We all had them in our cars and we had them in the office too. Before leaving, even for breaking news like fires and mayhem, we studied them to find the fastest route. In doing so, we learned the basics –- the highways and byways of the area.

I’m not longing for those days. I often think of how much easier it is to just program the GPS to do this work for you, but I think the general knowledge of the area, its main roads and boundaries is still important, especially for new drivers.

If you have basic knowledge and you are trying to get from the Lynnway to Swampscott, when the GPS tells you to turn right near Walmart and you have just crossed a bridge so you know that an ocean lies to the right, you might not actually listen.  

Recently, some kids told me it took so long to get home from a football game in Somerville because of traffic on the Tobin Bridge.

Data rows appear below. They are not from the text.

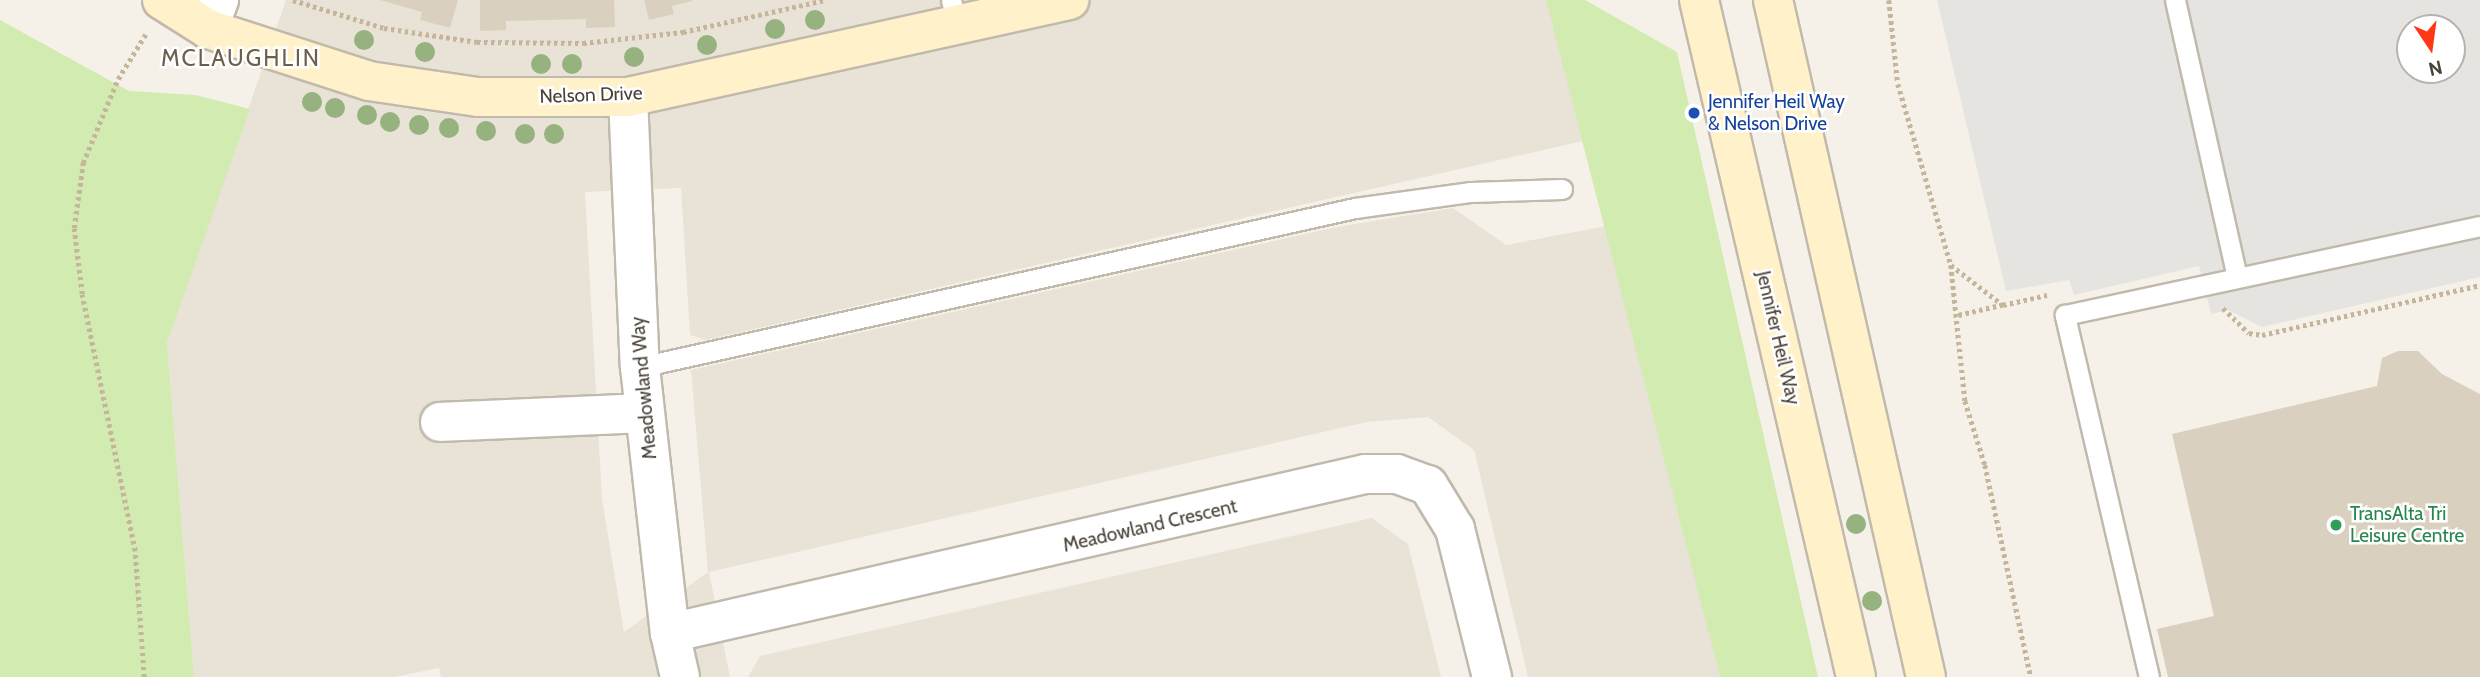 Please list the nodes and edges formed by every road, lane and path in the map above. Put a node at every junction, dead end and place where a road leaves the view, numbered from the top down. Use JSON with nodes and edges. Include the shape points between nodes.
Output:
{"nodes":[{"id":1,"x":293,"y":0,"type":"edge"},
{"id":2,"x":825,"y":0,"type":"edge"},
{"id":3,"x":1069,"y":0,"type":"edge"},
{"id":4,"x":1699,"y":0,"type":"edge"},
{"id":5,"x":1773,"y":0,"type":"edge"},
{"id":6,"x":1889,"y":0,"type":"edge"},
{"id":7,"x":2175,"y":0,"type":"edge"},
{"id":8,"x":954,"y":13,"type":"edge"},
{"id":9,"x":155,"y":15,"type":"edge"},
{"id":10,"x":214,"y":15,"type":"edge"},
{"id":11,"x":628,"y":97,"type":"junction"},
{"id":12,"x":1562,"y":189,"type":"dead end"},
{"id":13,"x":2480,"y":226,"type":"edge"},
{"id":14,"x":1951,"y":265,"type":"junction"},
{"id":15,"x":2237,"y":277,"type":"junction"},
{"id":16,"x":2480,"y":285,"type":"edge"},
{"id":17,"x":2199,"y":286,"type":"junction"},
{"id":18,"x":2056,"y":293,"type":"dead end"},
{"id":19,"x":2003,"y":305,"type":"junction"},
{"id":20,"x":1956,"y":316,"type":"junction"},
{"id":21,"x":640,"y":367,"type":"junction"},
{"id":22,"x":645,"y":412,"type":"junction"},
{"id":23,"x":440,"y":422,"type":"dead end"},
{"id":24,"x":670,"y":633,"type":"junction"},
{"id":25,"x":144,"y":677,"type":"edge"},
{"id":26,"x":680,"y":677,"type":"edge"},
{"id":27,"x":1492,"y":677,"type":"edge"},
{"id":28,"x":1856,"y":677,"type":"edge"},
{"id":29,"x":1926,"y":677,"type":"edge"},
{"id":30,"x":2031,"y":677,"type":"edge"},
{"id":31,"x":2149,"y":677,"type":"edge"}],
"edges":[{"from":1,"to":2,"type":"path","via":[[397,30],[477,42],[583,43],[683,32]]},
{"from":3,"to":8,"type":"main road","name":"Nelson Drive"},
{"from":4,"to":28,"type":"main road","name":"Jennifer Heil Way"},
{"from":5,"to":29,"type":"main road"},
{"from":6,"to":14,"type":"path","via":[[1898,84]]},
{"from":7,"to":15,"type":"lane"},
{"from":8,"to":11,"type":"main road","name":"Nelson Drive"},
{"from":9,"to":10,"type":"main road","name":"Nelson Drive"},
{"from":9,"to":25,"type":"path","via":[[118,79],[83,163],[74,216],[82,294],[135,551]]},
{"from":10,"to":11,"type":"main road","name":"Nelson Drive","via":[[369,81],[478,97]]},
{"from":11,"to":21,"type":"street","name":"Meadowland Way"},
{"from":12,"to":21,"type":"lane","via":[[1471,192],[1354,208]]},
{"from":13,"to":15,"type":"lane"},
{"from":14,"to":19,"type":"path"},
{"from":14,"to":20,"type":"path"},
{"from":15,"to":17,"type":"lane"},
{"from":16,"to":17,"type":"path","via":[[2255,335]]},
{"from":17,"to":31,"type":"lane","via":[[2065,315]]},
{"from":18,"to":19,"type":"path"},
{"from":19,"to":20,"type":"path"},
{"from":20,"to":30,"type":"path","via":[[1965,401],[1985,465]]},
{"from":21,"to":22,"type":"street","name":"Meadowland Way"},
{"from":22,"to":23,"type":"street"},
{"from":22,"to":24,"type":"street","name":"Meadowland Way"},
{"from":24,"to":26,"type":"street","name":"Meadowland Way"},
{"from":24,"to":27,"type":"street","name":"Meadowland Crescent","via":[[1365,474],[1397,474],[1428,485],[1445,506]]}]}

Huh?

The GPS took them that way. The driver did not question its wisdom or have a giant book of spiral-bound maps to consult.

Perhaps old habits die hard, but I often print out a map before I leave and everyone else in my house laughs and reminds me that I have navigation.  I know I do, but I get nervous for those moments when the monotone voice calmly tells me, “You have lost navigation in this area,” or, when it clearly points me straight into the Atlantic Ocean.